- [Source data]:
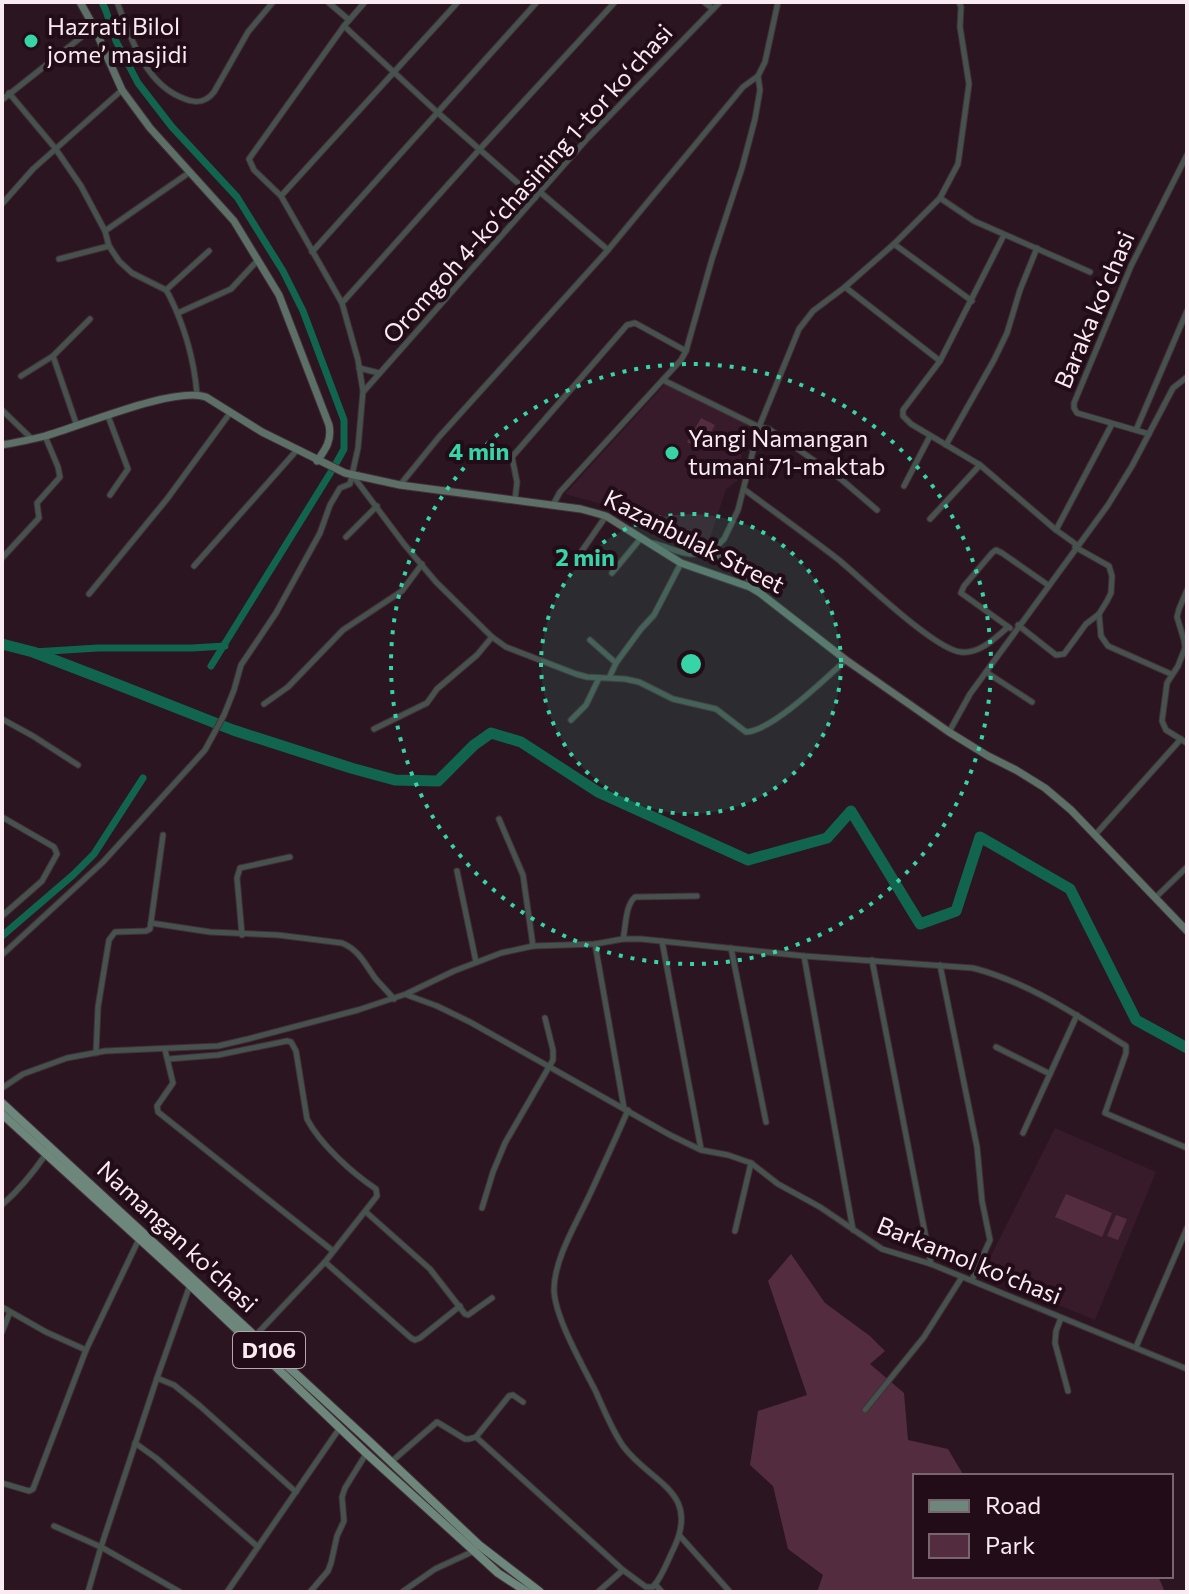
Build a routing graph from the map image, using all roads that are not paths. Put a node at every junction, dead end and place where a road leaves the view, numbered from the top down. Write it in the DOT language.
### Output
graph roads {
  1 [pos="80,2"];
  2 [pos="117,2"];
  3 [pos="273,2"];
  4 [pos="328,2"];
  5 [pos="365,2"];
  6 [pos="458,2"];
  7 [pos="537,2"];
  8 [pos="615,2"];
  9 [pos="704,2"];
  10 [pos="720,2"];
  11 [pos="778,2"];
  12 [pos="959,2"];
  13 [pos="713,9"];
  14 [pos="346,23"];
  15 [pos="94,27"];
  16 [pos="394,71"];
  17 [pos="758,76"];
  18 [pos="122,90"];
  19 [pos="9,93"];
  20 [pos="2,100"];
  21 [pos="437,112"];
  22 [pos="55,148"];
  23 [pos="479,150"];
  24 [pos="1187,155"];
  25 [pos="190,172"];
  26 [pos="540,192"];
  27 [pos="281,196"];
  28 [pos="535,198"];
  29 [pos="940,198"];
  30 [pos="2,204"];
  31 [pos="105,231"];
  32 [pos="1004,235"];
  33 [pos="894,244"];
  34 [pos="109,246"];
  35 [pos="1037,248"];
  36 [pos="608,250"];
  37 [pos="209,251"];
  38 [pos="312,252"];
  39 [pos="59,259"];
  40 [pos="258,260"];
  41 [pos="1090,272"];
  42 [pos="845,287"];
  43 [pos="166,290"];
  44 [pos="972,301"];
  45 [pos="342,303"];
  46 [pos="1187,311"];
  47 [pos="178,313"];
  48 [pos="90,319"];
  49 [pos="686,351"];
  50 [pos="53,356"];
  51 [pos="940,361"];
  52 [pos="359,368"];
  53 [pos="379,373"];
  54 [pos="21,376"];
  55 [pos="1187,377"];
  56 [pos="663,380"];
  57 [pos="363,391"];
  58 [pos="197,394"];
  59 [pos="2,410"];
  60 [pos="230,413"];
  61 [pos="108,416"];
  62 [pos="1112,424"];
  63 [pos="77,426"];
  64 [pos="759,427"];
  65 [pos="1136,430"];
  66 [pos="1149,434"];
  67 [pos="45,436"];
  68 [pos="930,436"];
  69 [pos="33,439"];
  70 [pos="2,445"];
  71 [pos="946,445"];
  72 [pos="297,450"];
  73 [pos="321,463"];
  74 [pos="980,465"];
  75 [pos="349,475"];
  76 [pos="400,485"];
  77 [pos="904,486"];
  78 [pos="745,490"];
  79 [pos="110,495"];
  80 [pos="514,501"];
  81 [pos="553,505"];
  82 [pos="377,506"];
  83 [pos="877,510"];
  84 [pos="606,516"];
  85 [pos="930,519"];
  86 [pos="1056,530"];
  87 [pos="346,537"];
  88 [pos="645,539"];
  89 [pos="1076,546"];
  90 [pos="716,547"];
  91 [pos="2,558"];
  92 [pos="575,561"];
  93 [pos="681,563"];
  94 [pos="422,564"];
  95 [pos="194,566"];
  96 [pos="612,573"];
  97 [pos="1048,585"];
  98 [pos="1187,590"];
  99 [pos="760,593"];
  100 [pos="89,594"];
  101 [pos="1099,614"];
  102 [pos="1014,628"];
  103 [pos="492,637"];
  104 [pos="590,640"];
  105 [pos="846,660"];
  106 [pos="616,663"];
  107 [pos="986,672"];
  108 [pos="1171,674"];
  109 [pos="610,677"];
  110 [pos="599,678"];
  111 [pos="1032,702"];
  112 [pos="264,704"];
  113 [pos="2,719"];
  114 [pos="571,720"];
  115 [pos="374,729"];
  116 [pos="949,732"];
  117 [pos="1184,741"];
  118 [pos="78,765"];
  119 [pos="2,817"];
  120 [pos="499,819"];
  121 [pos="163,835"];
  122 [pos="1095,835"];
  123 [pos="290,857"];
  124 [pos="1187,867"];
  125 [pos="457,871"];
  126 [pos="697,896"];
  127 [pos="1155,898"];
  128 [pos="2,916"];
  129 [pos="151,923"];
  130 [pos="1187,931"];
  131 [pos="242,935"];
  132 [pos="623,939"];
  133 [pos="662,941"];
  134 [pos="595,944"];
  135 [pos="533,946"];
  136 [pos="731,948"];
  137 [pos="2,955"];
  138 [pos="804,956"];
  139 [pos="872,960"];
  140 [pos="476,962"];
  141 [pos="940,965"];
  142 [pos="406,994"];
  143 [pos="394,999"];
  144 [pos="1077,1015"];
  145 [pos="545,1018"];
  146 [pos="996,1047"];
  147 [pos="165,1050"];
  148 [pos="96,1053"];
  149 [pos="168,1059"];
  150 [pos="549,1067"];
  151 [pos="1050,1074"];
  152 [pos="2,1088"];
  153 [pos="2,1103"];
  154 [pos="626,1109"];
  155 [pos="2,1114"];
  156 [pos="766,1122"];
  157 [pos="1023,1133"];
  158 [pos="1187,1148"];
  159 [pos="701,1150"];
  160 [pos="46,1153"];
  161 [pos="751,1163"];
  162 [pos="2,1205"];
  163 [pos="482,1208"];
  164 [pos="366,1212"];
  165 [pos="1187,1228"];
  166 [pos="735,1231"];
  167 [pos="853,1231"];
  168 [pos="139,1239"];
  169 [pos="333,1251"];
  170 [pos="325,1262"];
  171 [pos="931,1264"];
  172 [pos="962,1277"];
  173 [pos="972,1280"];
  174 [pos="190,1285"];
  175 [pos="492,1298"];
  176 [pos="460,1306"];
  177 [pos="2,1307"];
  178 [pos="10,1312"];
  179 [pos="1061,1318"];
  180 [pos="2,1332"];
  181 [pos="255,1336"];
  182 [pos="1136,1347"];
  183 [pos="86,1350"];
  184 [pos="1187,1369"];
  185 [pos="162,1380"];
  186 [pos="1068,1391"];
  187 [pos="523,1402"];
  188 [pos="865,1410"];
  189 [pos="340,1428"];
  190 [pos="476,1437"];
  191 [pos="135,1443"];
  192 [pos="366,1453"];
  193 [pos="391,1462"];
  194 [pos="2,1483"];
  195 [pos="296,1492"];
  196 [pos="54,1526"];
  197 [pos="680,1536"];
  198 [pos="101,1547"];
  199 [pos="258,1547"];
  200 [pos="474,1551"];
  201 [pos="623,1570"];
  202 [pos="655,1584"];
  203 [pos="88,1592"];
  204 [pos="180,1592"];
  205 [pos="227,1592"];
  206 [pos="310,1592"];
  207 [pos="402,1592"];
  208 [pos="527,1592"];
  209 [pos="540,1592"];
  210 [pos="598,1592"];
  211 [pos="662,1592"];
  212 [pos="730,1592"];
  1 -- 15 [label="main road"];
  2 -- 3 [label="street"];
  4 -- 14 [label="street"];
  5 -- 14 [label="street"];
  6 -- 16 [label="street"];
  7 -- 21 [label="street"];
  8 -- 23 [label="street"];
  9 -- 13 [label="street"];
  10 -- 13 [label="street, Oromgoh 4-koʻchasining 1-tor koʻchasi"];
  11 -- 17 [label="street"];
  12 -- 29 [label="street"];
  13 -- 26 [label="street, Oromgoh 4-koʻchasining 1-tor koʻchasi"];
  14 -- 16 [label="street"];
  14 -- 27 [label="street"];
  15 -- 18 [label="main road"];
  15 -- 19 [label="street"];
  16 -- 21 [label="street"];
  16 -- 27 [label="street"];
  17 -- 36 [label="street"];
  17 -- 49 [label="street"];
  18 -- 22 [label="street"];
  18 -- 25 [label="main road"];
  19 -- 20 [label="street"];
  19 -- 22 [label="street"];
  21 -- 23 [label="street"];
  21 -- 38 [label="street"];
  22 -- 30 [label="street"];
  22 -- 31 [label="street"];
  23 -- 28 [label="street"];
  23 -- 45 [label="street"];
  24 -- 62 [label="street, Baraka koʻchasi"];
  25 -- 31 [label="street"];
  25 -- 40 [label="main road"];
  26 -- 28 [label="street, Oromgoh 4-koʻchasining 1-tor koʻchasi"];
  26 -- 36 [label="street"];
  27 -- 38 [label="street"];
  28 -- 53 [label="street, Oromgoh 4-koʻchasining 1-tor koʻchasi"];
  29 -- 32 [label="street, Baraka koʻchasi"];
  29 -- 33 [label="street"];
  31 -- 34 [label="street"];
  32 -- 35 [label="street, Baraka koʻchasi"];
  32 -- 44 [label="street"];
  33 -- 42 [label="street"];
  33 -- 44 [label="street"];
  34 -- 39 [label="street"];
  34 -- 43 [label="street"];
  35 -- 41 [label="street, Baraka koʻchasi"];
  35 -- 71 [label="street"];
  36 -- 76 [label="street"];
  37 -- 43 [label="street"];
  38 -- 45 [label="street"];
  40 -- 47 [label="street"];
  40 -- 73 [label="main road"];
  42 -- 51 [label="street"];
  42 -- 64 [label="street"];
  43 -- 47 [label="street"];
  44 -- 51 [label="street"];
  45 -- 52 [label="street"];
  46 -- 65 [label="street"];
  47 -- 58 [label="street"];
  48 -- 50 [label="street"];
  49 -- 56 [label="street"];
  49 -- 80 [label="street"];
  50 -- 54 [label="street"];
  50 -- 63 [label="street"];
  51 -- 68 [label="street"];
  52 -- 53 [label="street"];
  52 -- 57 [label="street"];
  53 -- 57 [label="street, Oromgoh 4-koʻchasining 1-tor koʻchasi"];
  55 -- 66 [label="street"];
  56 -- 64 [label="street"];
  56 -- 81 [label="street"];
  57 -- 75 [label="street"];
  58 -- 60 [label="main road, Kazanbulak Street"];
  58 -- 61 [label="main road"];
  59 -- 69 [label="street"];
  60 -- 72 [label="main road, Kazanbulak Street"];
  60 -- 100 [label="street"];
  61 -- 63 [label="main road"];
  61 -- 79 [label="street"];
  62 -- 65 [label="street, Baraka koʻchasi"];
  62 -- 86 [label="street"];
  63 -- 67 [label="main road"];
  64 -- 78 [label="street"];
  64 -- 83 [label="street"];
  65 -- 66 [label="street, Baraka koʻchasi"];
  66 -- 89 [label="street"];
  67 -- 69 [label="main road"];
  67 -- 91 [label="street"];
  68 -- 71 [label="street"];
  68 -- 77 [label="street"];
  69 -- 70 [label="main road"];
  71 -- 74 [label="street"];
  72 -- 73 [label="main road, Kazanbulak Street"];
  72 -- 95 [label="street"];
  73 -- 75 [label="main road, Kazanbulak Street"];
  74 -- 85 [label="street"];
  74 -- 86 [label="street"];
  75 -- 76 [label="main road, Kazanbulak Street"];
  75 -- 82 [label="street"];
  75 -- 137 [label="street"];
  76 -- 80 [label="main road, Kazanbulak Street"];
  78 -- 90 [label="street"];
  78 -- 102 [label="street"];
  80 -- 81 [label="main road, Kazanbulak Street"];
  81 -- 84 [label="main road, Kazanbulak Street"];
  82 -- 87 [label="street"];
  82 -- 94 [label="street"];
  84 -- 88 [label="main road, Kazanbulak Street"];
  84 -- 92 [label="street"];
  86 -- 89 [label="street"];
  88 -- 90 [label="street"];
  88 -- 93 [label="main road, Kazanbulak Street"];
  88 -- 96 [label="street"];
  89 -- 97 [label="street"];
  89 -- 101 [label="street"];
  90 -- 99 [label="street"];
  93 -- 99 [label="main road, Kazanbulak Street"];
  93 -- 106 [label="street"];
  94 -- 103 [label="street"];
  94 -- 112 [label="street"];
  97 -- 102 [label="street"];
  97 -- 102 [label="street"];
  98 -- 108 [label="street"];
  99 -- 105 [label="main road, Kazanbulak Street"];
  101 -- 102 [label="street"];
  101 -- 108 [label="street"];
  102 -- 107 [label="street"];
  103 -- 110 [label="street"];
  103 -- 115 [label="street"];
  104 -- 106 [label="street"];
  105 -- 109 [label="street"];
  105 -- 116 [label="main road, Kazanbulak Street"];
  106 -- 109 [label="street"];
  107 -- 111 [label="street"];
  107 -- 116 [label="street"];
  108 -- 117 [label="street"];
  109 -- 110 [label="street"];
  110 -- 114 [label="street"];
  113 -- 118 [label="street"];
  116 -- 122 [label="main road, Kazanbulak Street"];
  117 -- 122 [label="street"];
  119 -- 128 [label="street"];
  120 -- 135 [label="street"];
  121 -- 129 [label="street"];
  122 -- 127 [label="main road, Kazanbulak Street"];
  123 -- 131 [label="street"];
  124 -- 127 [label="street"];
  125 -- 140 [label="street"];
  126 -- 132 [label="street"];
  127 -- 130 [label="main road, Kazanbulak Street"];
  129 -- 131 [label="street"];
  129 -- 148 [label="street"];
  131 -- 143 [label="street"];
  132 -- 133 [label="street"];
  132 -- 134 [label="street"];
  133 -- 136 [label="street"];
  133 -- 159 [label="street"];
  134 -- 135 [label="street"];
  134 -- 154 [label="street"];
  135 -- 140 [label="street"];
  136 -- 138 [label="street"];
  136 -- 156 [label="street"];
  138 -- 139 [label="street"];
  138 -- 167 [label="street"];
  139 -- 141 [label="street"];
  139 -- 171 [label="street"];
  140 -- 142 [label="street"];
  141 -- 144 [label="street"];
  141 -- 173 [label="street"];
  142 -- 143 [label="street"];
  142 -- 150 [label="street, Barkamol ko'chasi"];
  143 -- 147 [label="street"];
  144 -- 151 [label="street"];
  144 -- 158 [label="street"];
  145 -- 150 [label="street"];
  146 -- 151 [label="street"];
  147 -- 148 [label="street"];
  147 -- 149 [label="street"];
  148 -- 152 [label="street"];
  149 -- 164 [label="street"];
  149 -- 169 [label="street"];
  150 -- 154 [label="street, Barkamol ko'chasi"];
  150 -- 163 [label="street"];
  151 -- 157 [label="street"];
  153 -- 181 [label="main road, Namangan ko'chasi / D106"];
  154 -- 159 [label="street, Barkamol ko'chasi"];
  154 -- 197 [label="street"];
  155 -- 160 [label="main road, Namangan ko'chasi / D106"];
  159 -- 161 [label="street, Barkamol ko'chasi"];
  160 -- 162 [label="street"];
  160 -- 168 [label="main road, Namangan ko'chasi / D106"];
  161 -- 166 [label="street"];
  161 -- 167 [label="street, Barkamol ko'chasi"];
  164 -- 169 [label="street"];
  164 -- 176 [label="street"];
  165 -- 182 [label="street"];
  167 -- 171 [label="street, Barkamol ko'chasi"];
  168 -- 174 [label="main road, Namangan ko'chasi / D106"];
  168 -- 183 [label="street"];
  169 -- 170 [label="street"];
  170 -- 176 [label="street"];
  170 -- 181 [label="street"];
  171 -- 172 [label="street, Barkamol ko'chasi"];
  172 -- 173 [label="street, Barkamol ko'chasi"];
  172 -- 188 [label="street"];
  173 -- 179 [label="street, Barkamol ko'chasi"];
  174 -- 185 [label="street"];
  174 -- 189 [label="main road, Namangan ko'chasi / D106"];
  175 -- 176 [label="street"];
  177 -- 178 [label="street"];
  178 -- 180 [label="street"];
  178 -- 183 [label="street"];
  179 -- 182 [label="street, Barkamol ko'chasi"];
  179 -- 186 [label="street"];
  181 -- 193 [label="main road, Namangan ko'chasi / D106"];
  182 -- 184 [label="street, Barkamol ko'chasi"];
  183 -- 194 [label="street"];
  185 -- 191 [label="street"];
  185 -- 195 [label="street"];
  187 -- 190 [label="street"];
  189 -- 192 [label="main road, Namangan ko'chasi / D106"];
  189 -- 195 [label="street"];
  190 -- 193 [label="street"];
  190 -- 201 [label="street"];
  191 -- 198 [label="street"];
  191 -- 199 [label="street"];
  192 -- 200 [label="main road, Namangan ko'chasi / D106"];
  192 -- 206 [label="street"];
  193 -- 209 [label="main road, Namangan ko'chasi / D106"];
  195 -- 199 [label="street"];
  196 -- 198 [label="street"];
  197 -- 202 [label="street"];
  197 -- 212 [label="street"];
  198 -- 203 [label="street"];
  198 -- 204 [label="street"];
  199 -- 205 [label="street"];
  200 -- 207 [label="street"];
  200 -- 208 [label="main road, Namangan ko'chasi / D106"];
  201 -- 202 [label="street"];
  201 -- 210 [label="street"];
  202 -- 211 [label="street"];
}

- [Problem requirements]:
Report all lines above with "Namangan".

- [Task output]:
  153 -- 181 [label="main road, Namangan ko'chasi / D106"];
  155 -- 160 [label="main road, Namangan ko'chasi / D106"];
  160 -- 168 [label="main road, Namangan ko'chasi / D106"];
  168 -- 174 [label="main road, Namangan ko'chasi / D106"];
  174 -- 189 [label="main road, Namangan ko'chasi / D106"];
  181 -- 193 [label="main road, Namangan ko'chasi / D106"];
  189 -- 192 [label="main road, Namangan ko'chasi / D106"];
  192 -- 200 [label="main road, Namangan ko'chasi / D106"];
  193 -- 209 [label="main road, Namangan ko'chasi / D106"];
  200 -- 208 [label="main road, Namangan ko'chasi / D106"];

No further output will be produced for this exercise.